Hester v. Sawyers

Decision Date07 September 1937
Docket NumberNo. 4230.,4230.
Citation41 N.M. 497,71 P.2d 646
PartiesHESTERv.SAWYERS et al.
CourtNew Mexico Supreme Court

OPINION TEXT STARTS HERE

Appeal from District Court, Grant County; George W. Hay, Judge.

Action by Joan Hester against W. W. Sawyers, Elizabeth C. T. Warren, attorney in fact for Joan Hester, and Elizabeth C. T. Warren, individually. Judgment for defendants, and plaintiff appeals.

Affirmed.

A party who abandoned an old road over the land of another, in which he had the permissive right of user, and established a new road over such land subsequent to its inclosure, and kept such road graded and in repair, exercising control thereover for more than ten years, acquired a prescriptive right in such new right of way in the absence of proof that such use was permissive, since it was presumed after ten years' use to have been hostile, adverse, and acquiesced in by the owner of the land.

Hubert O. Robertson, of Silver City, for appellant.

Wilson & Woodbury, of Silver City, for appellees.

BRICE, Justice.

[1] It will be unnecessary to refer to the pleadings. The question is whether the district court erred in holding that appellee has title by prescription to a right of way over appellant's land.

If there is substantial evidence to support the findings and judgment of the court, it will not be disturbed by us. The evidentiary facts are practically undisputed and are as follows:

The parties are adjoining landowners. At the time and before appellee bought his property in 1920, appellant was the owner of the land over which the easement is claimed. Persons owning land on three sides had theretofore built fences around their own land, thus in effect placing fences on three sides of appellant's land; but the east side was open and all persons desiring so to do, could pass across it.
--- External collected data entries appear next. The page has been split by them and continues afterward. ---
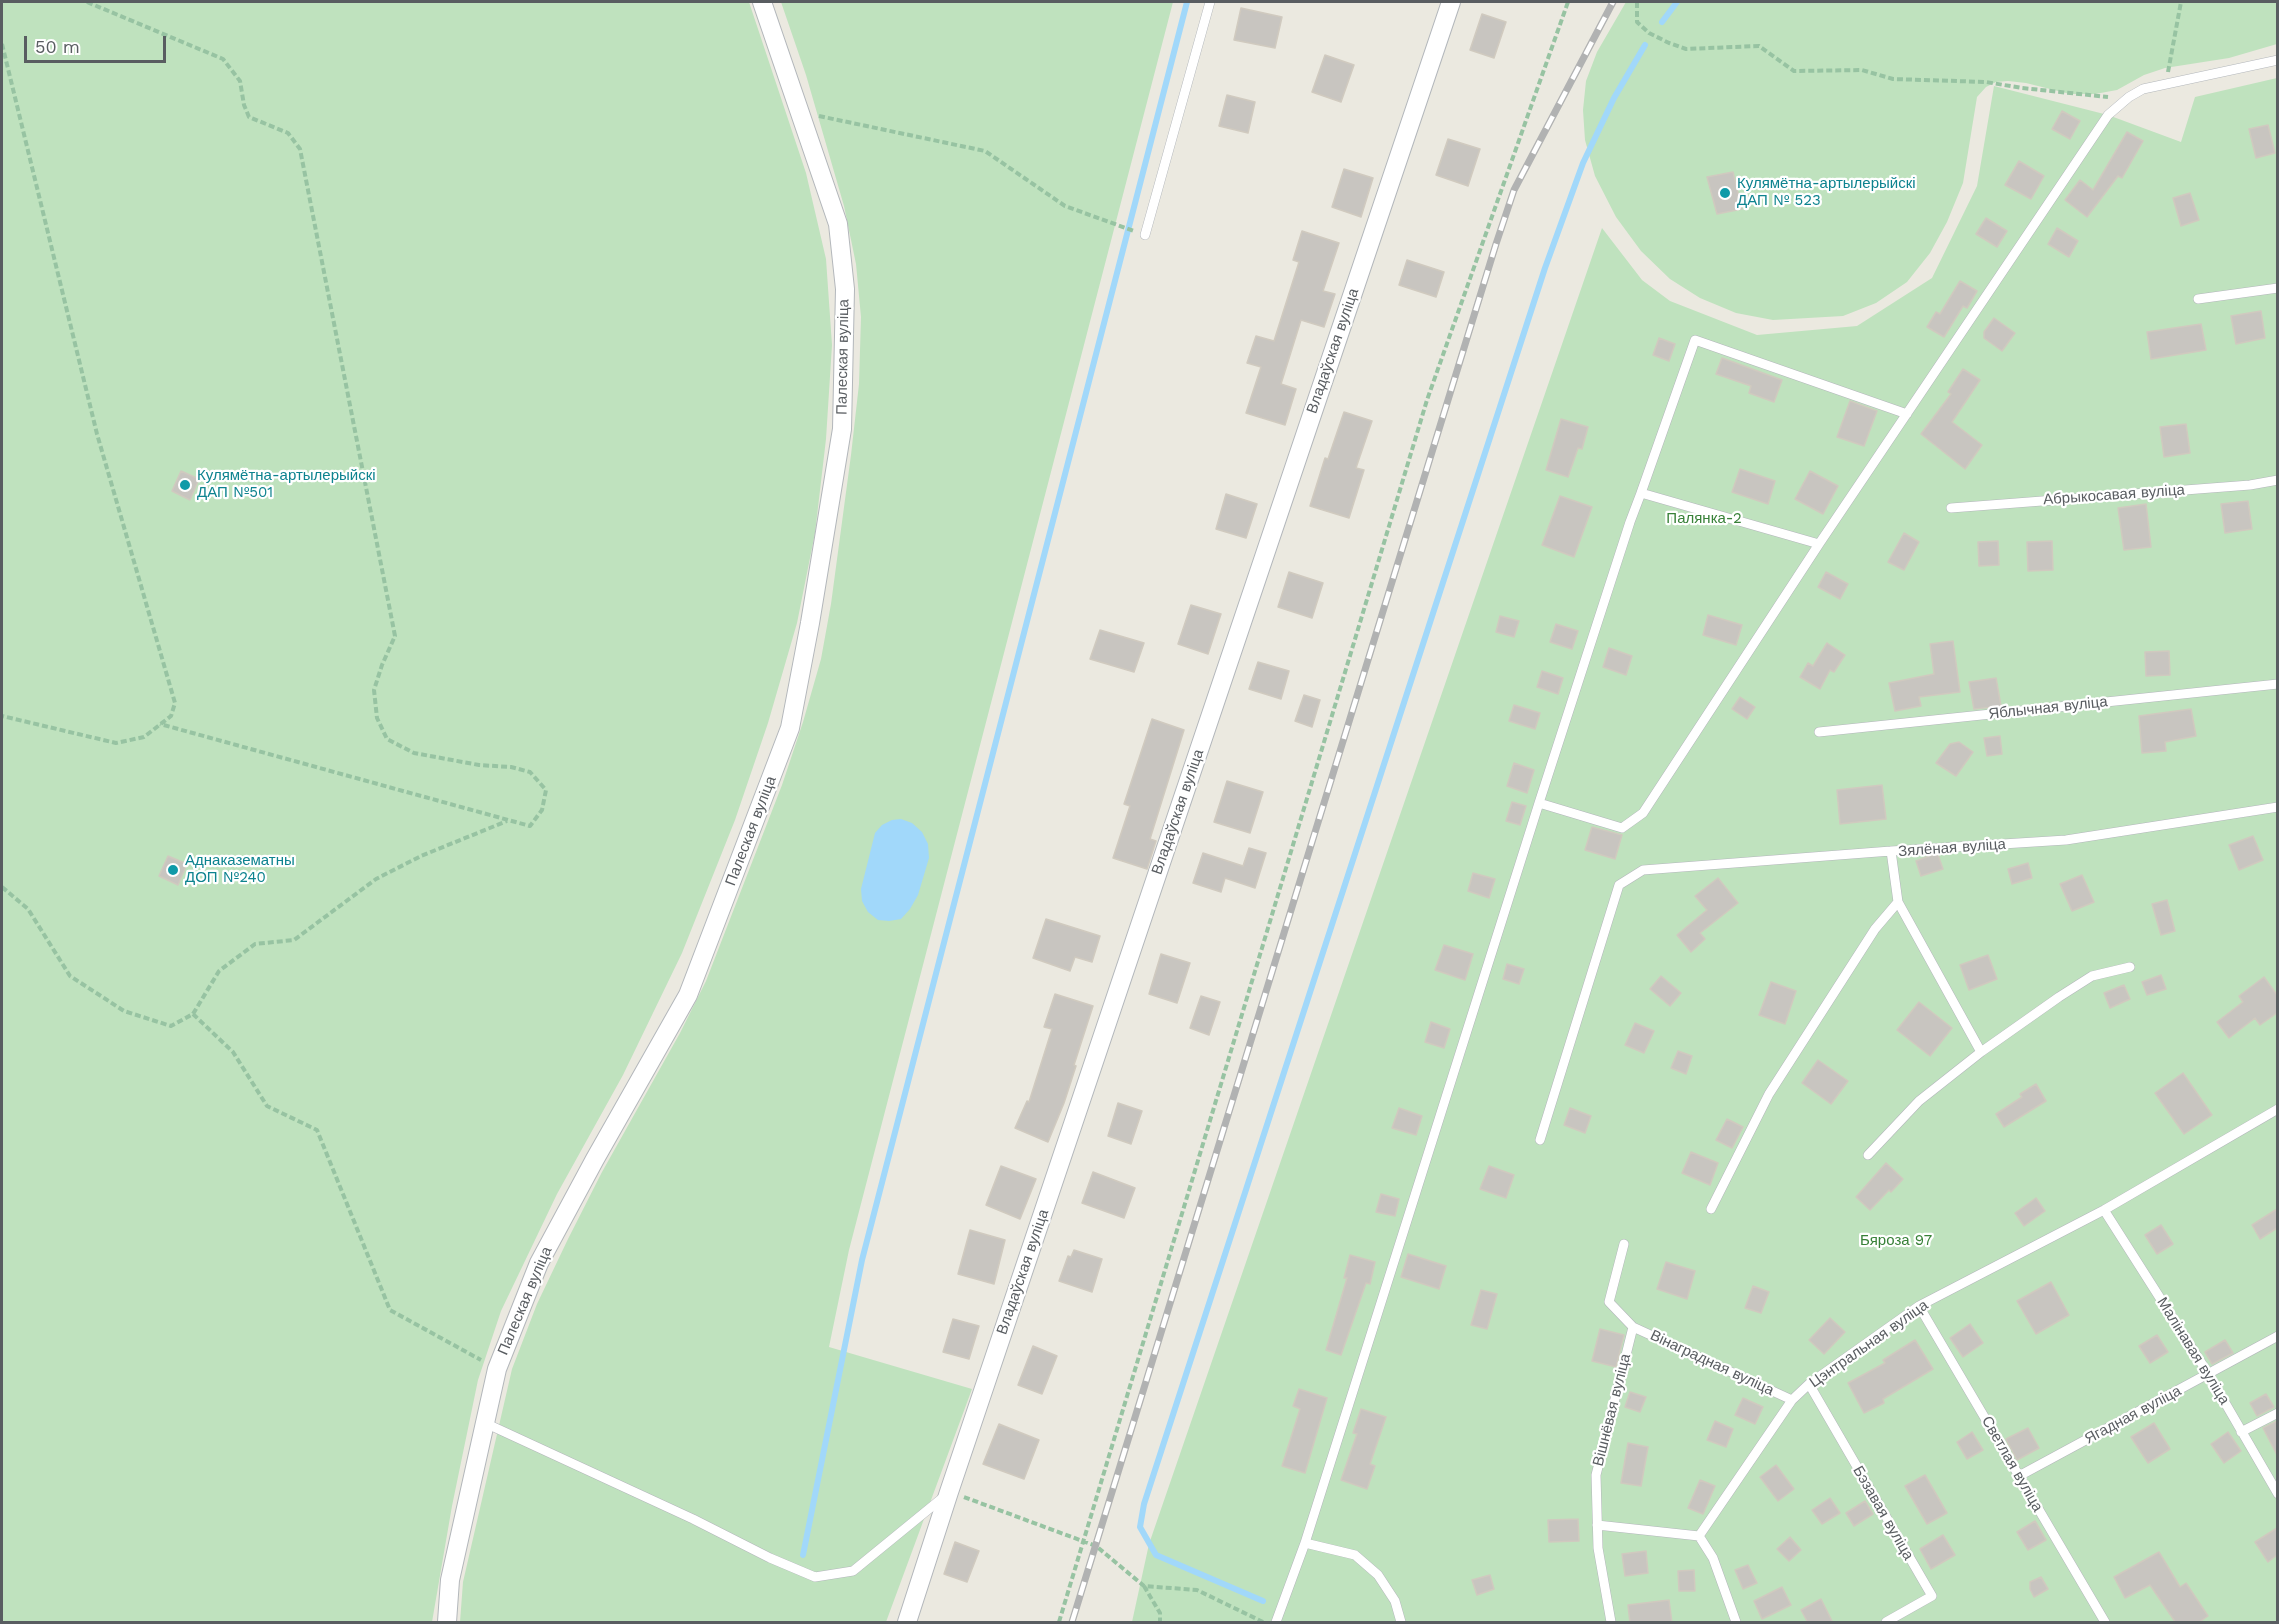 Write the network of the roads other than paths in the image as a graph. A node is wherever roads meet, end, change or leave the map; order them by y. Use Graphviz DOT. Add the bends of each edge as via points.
graph roads {
  1 [pos="762,2"];
  2 [pos="1210,2"];
  3 [pos="1451,2"];
  4 [pos="2277,60"];
  5 [pos="1145,235"];
  6 [pos="2277,288"];
  7 [pos="2198,298"];
  8 [pos="1907,414"];
  9 [pos="2277,480"];
  10 [pos="1641,493"];
  11 [pos="1951,508"];
  12 [pos="1819,544"];
  13 [pos="2277,684"];
  14 [pos="1819,732"];
  15 [pos="1539,803"];
  16 [pos="2277,807"];
  17 [pos="1891,850"];
  18 [pos="1898,902"];
  19 [pos="2130,967"];
  20 [pos="1981,1052"];
  21 [pos="2277,1109"];
  22 [pos="1540,1140"];
  23 [pos="1868,1155"];
  24 [pos="1711,1209"];
  25 [pos="2104,1210"];
  26 [pos="1624,1244"];
  27 [pos="1919,1306"];
  28 [pos="1633,1327"];
  29 [pos="2277,1336"];
  30 [pos="2209,1375"];
  31 [pos="1809,1384"];
  32 [pos="1792,1400"];
  33 [pos="2277,1413"];
  34 [pos="485,1423"];
  35 [pos="2241,1432"];
  36 [pos="2019,1476"];
  37 [pos="949,1492"];
  38 [pos="2277,1494"];
  39 [pos="1597,1525"];
  40 [pos="1699,1536"];
  41 [pos="1305,1543"];
  42 [pos="447,1623"];
  43 [pos="907,1623"];
  44 [pos="1276,1623"];
  45 [pos="1401,1623"];
  46 [pos="1611,1623"];
  47 [pos="1736,1623"];
  48 [pos="1886,1623"];
  49 [pos="2105,1623"];
  1 -- 34 [label="street, Палеская вуліца" via="838,224 844,301 842,429 790,728 688,995 539,1263 497,1369"];
  2 -- 5 [label="lane"];
  3 -- 37 [label="street, Владаўская вуліца"];
  4 -- 8 [label="lane" via="2143,89 2108,115"];
  6 -- 7 [label="lane"];
  8 -- 10 [label="lane" via="1695,340"];
  8 -- 12 [label="lane"];
  9 -- 11 [label="lane, Абрыкосавая вуліца"];
  10 -- 12 [label="lane"];
  10 -- 15 [label="lane"];
  12 -- 15 [label="lane" via="1643,813 1622,828"];
  13 -- 14 [label="lane, Яблычная вуліца"];
  15 -- 41 [label="lane"];
  16 -- 17 [label="lane, Зялёная вуліца" via="2066,840"];
  17 -- 18 [label="lane, Зялёная вуліца"];
  17 -- 22 [label="lane" via="1643,870 1619,885"];
  18 -- 20 [label="lane, Зялёная вуліца"];
  18 -- 24 [label="lane" via="1875,929 1769,1094"];
  19 -- 20 [label="lane" via="2092,976"];
  20 -- 23 [label="lane" via="1919,1101"];
  21 -- 25 [label="lane, Цэнтральная вуліца"];
  25 -- 27 [label="lane, Цэнтральная вуліца"];
  25 -- 30 [label="lane, Малінавая вуліца"];
  26 -- 28 [label="lane" via="1609,1302"];
  27 -- 31 [label="lane, Цэнтральная вуліца"];
  27 -- 36 [label="lane, Светлая вуліца"];
  28 -- 32 [label="lane, Вінаградная вуліца"];
  28 -- 39 [label="lane, Вішнёвая вуліца" via="1596,1475"];
  29 -- 30 [label="lane, Ягадная вуліца"];
  30 -- 35 [label="lane, Малінавая вуліца"];
  30 -- 36 [label="lane, Ягадная вуліца"];
  31 -- 32 [label="lane, Цэнтральная вуліца"];
  31 -- 48 [label="lane, Бэзавая вуліца" via="1932,1596"];
  32 -- 40 [label="lane, Цэнтральная вуліца"];
  33 -- 35 [label="lane"];
  34 -- 37 [label="lane" via="815,1577 853,1571"];
  34 -- 42 [label="street, Палеская вуліца" via="450,1580"];
  35 -- 38 [label="lane, Малінавая вуліца"];
  36 -- 49 [label="lane, Светлая вуліца"];
  37 -- 43 [label="street, Владаўская вуліца"];
  39 -- 40 [label="lane"];
  39 -- 46 [label="lane, Вішнёвая вуліца"];
  40 -- 47 [label="lane" via="1713,1558"];
  41 -- 44 [label="lane"];
  41 -- 45 [label="lane" via="1355,1555 1378,1575 1395,1601"];
}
The two tracts of land are separated by a fence belonging to appellee, which is appellant's west boundary. The original way had its beginning at appellee's house, passed an opening in the fence, and ran easterly across appellant's land to a road along her boundary, which at that time was unfenced.

In 1922 a golf club secured the consent of appellant to place a fence along the east boundary, thus inclosing the land; after which it was used in part as a golf course. Appellee claimed a right to pass over the land at that time, though he did not know who owned it. The golf club secured his consent to the building of the fence. He had no deed to the road, paid no taxes on it, and based his claim of right on the fact that “it was the only way to get in and out and had been used for years.”

At the time the east fence was built the road was materially changed. From the west boundary it followed the old road a very short distance, then turned away to the south of it some distance, thereafter paralleling it for the greater distance across appellant's land, and terminated on the road at the east side in a lane south of “the old road.” A map was introduced in evidence showing the “old road,” and the “present road,” from which it appears that they are not substantially at the same location, though practically parallel.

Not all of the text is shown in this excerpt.